The Fabric of the Universe
Paul Doherty bio
Duration: 12 sessions, 18 hours
Observation is an important part of science and yet it is seldom taught in science courses. Many examples of poor science arise because people honestly report what they see, and yet their reports are flawed because they do not understand how their visual system can be fooled. Understanding perception is necessary to help us understand how there can be so many incorrect pseudoscientific reports in the media. This course will explore the nature of science and human perception, examine particles and forces that make up the universe, and probe the boundaries to scientific knowledge. The field of quantum physics has extremely salient intersections with the Buddhist theory of Interdependent Origination, a profound teaching in Buddhism on the causality of perception and phenomena. Interactive lectures and activities will explore connections between the two traditions. Monastics have deep questions about the atomic world and will have an increased capacity to discuss the profound findings of quantum physics as a result of the course.
David Barker bio
Duration: 5 sessions, 7.5 hours
All observations occur in the context of our perception. Understanding how we perceive the world around us helps us become better inquirers and investigators. Perception also provides a superb meeting ground for scholars whose backgrounds and content expertise vary. This will provide a hands-on immersive introduction to our sense perceptions.

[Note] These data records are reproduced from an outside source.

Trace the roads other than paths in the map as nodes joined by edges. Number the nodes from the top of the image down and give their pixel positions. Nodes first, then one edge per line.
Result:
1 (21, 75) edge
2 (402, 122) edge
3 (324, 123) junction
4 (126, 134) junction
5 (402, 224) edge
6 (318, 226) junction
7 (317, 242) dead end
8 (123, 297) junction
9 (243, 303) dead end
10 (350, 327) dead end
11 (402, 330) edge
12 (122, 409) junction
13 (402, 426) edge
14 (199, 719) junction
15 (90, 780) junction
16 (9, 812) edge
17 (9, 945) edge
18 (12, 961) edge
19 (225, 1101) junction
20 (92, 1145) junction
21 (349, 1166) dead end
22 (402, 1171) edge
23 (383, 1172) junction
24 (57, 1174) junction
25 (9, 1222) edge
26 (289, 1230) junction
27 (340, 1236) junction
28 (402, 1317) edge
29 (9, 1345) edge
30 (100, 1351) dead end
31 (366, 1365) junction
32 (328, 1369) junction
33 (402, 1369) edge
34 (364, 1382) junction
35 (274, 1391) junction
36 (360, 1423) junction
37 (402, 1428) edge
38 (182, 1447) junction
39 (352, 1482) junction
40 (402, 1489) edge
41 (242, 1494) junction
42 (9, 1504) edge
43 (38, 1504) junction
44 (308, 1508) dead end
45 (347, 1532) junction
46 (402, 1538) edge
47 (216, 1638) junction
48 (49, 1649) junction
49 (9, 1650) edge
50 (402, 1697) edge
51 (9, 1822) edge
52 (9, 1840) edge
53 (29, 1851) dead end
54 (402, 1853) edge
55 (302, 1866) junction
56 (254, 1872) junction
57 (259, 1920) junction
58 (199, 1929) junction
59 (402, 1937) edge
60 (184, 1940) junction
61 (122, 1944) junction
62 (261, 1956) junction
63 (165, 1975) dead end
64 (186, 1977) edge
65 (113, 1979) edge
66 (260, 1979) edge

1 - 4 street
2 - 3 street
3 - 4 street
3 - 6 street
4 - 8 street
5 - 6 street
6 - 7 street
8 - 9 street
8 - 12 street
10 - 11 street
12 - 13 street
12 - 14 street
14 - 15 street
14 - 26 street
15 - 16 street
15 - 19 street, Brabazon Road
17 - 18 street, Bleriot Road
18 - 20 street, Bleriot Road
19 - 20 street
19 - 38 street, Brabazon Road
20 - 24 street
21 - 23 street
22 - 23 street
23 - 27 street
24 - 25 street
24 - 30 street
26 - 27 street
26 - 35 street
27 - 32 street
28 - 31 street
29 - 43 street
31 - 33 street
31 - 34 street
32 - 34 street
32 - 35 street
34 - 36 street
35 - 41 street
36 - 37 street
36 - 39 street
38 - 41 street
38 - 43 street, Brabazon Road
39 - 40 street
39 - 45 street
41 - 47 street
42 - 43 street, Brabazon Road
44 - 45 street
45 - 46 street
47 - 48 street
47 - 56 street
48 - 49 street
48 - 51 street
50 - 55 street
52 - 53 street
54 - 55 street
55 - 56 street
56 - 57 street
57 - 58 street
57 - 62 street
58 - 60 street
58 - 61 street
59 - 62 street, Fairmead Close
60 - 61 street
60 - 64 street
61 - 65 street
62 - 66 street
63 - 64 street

Bryce Johnson bio, and Staff
Duration: 19 sessions (30 min/each), 9.5 hours
Monastic graduates will have formal time to discuss amongst themselves, share notes, answer each others questions, formulate questions to ask faculty, reflect and digest. Discussion of the classes taught that day will be encouraged.
Bryce Johnson and Staff
19 sessions, 19 hours
Writing Assignments! Writing is essential to the activities of the program, and regular written exercises will be integrated into all the topics in the course. We have discovered that regular journaling and multiple writing exercises provide reflection, solidify content learned, and provide structure to formulate new questions. The monastic graduates will use writing to explore their thinking on the intersection of Buddhism and science and develop dialogue between traditions. Written products that result from the course will be published by the Tibetan Library so as to disseminate the experience and reflections on the participating leaders.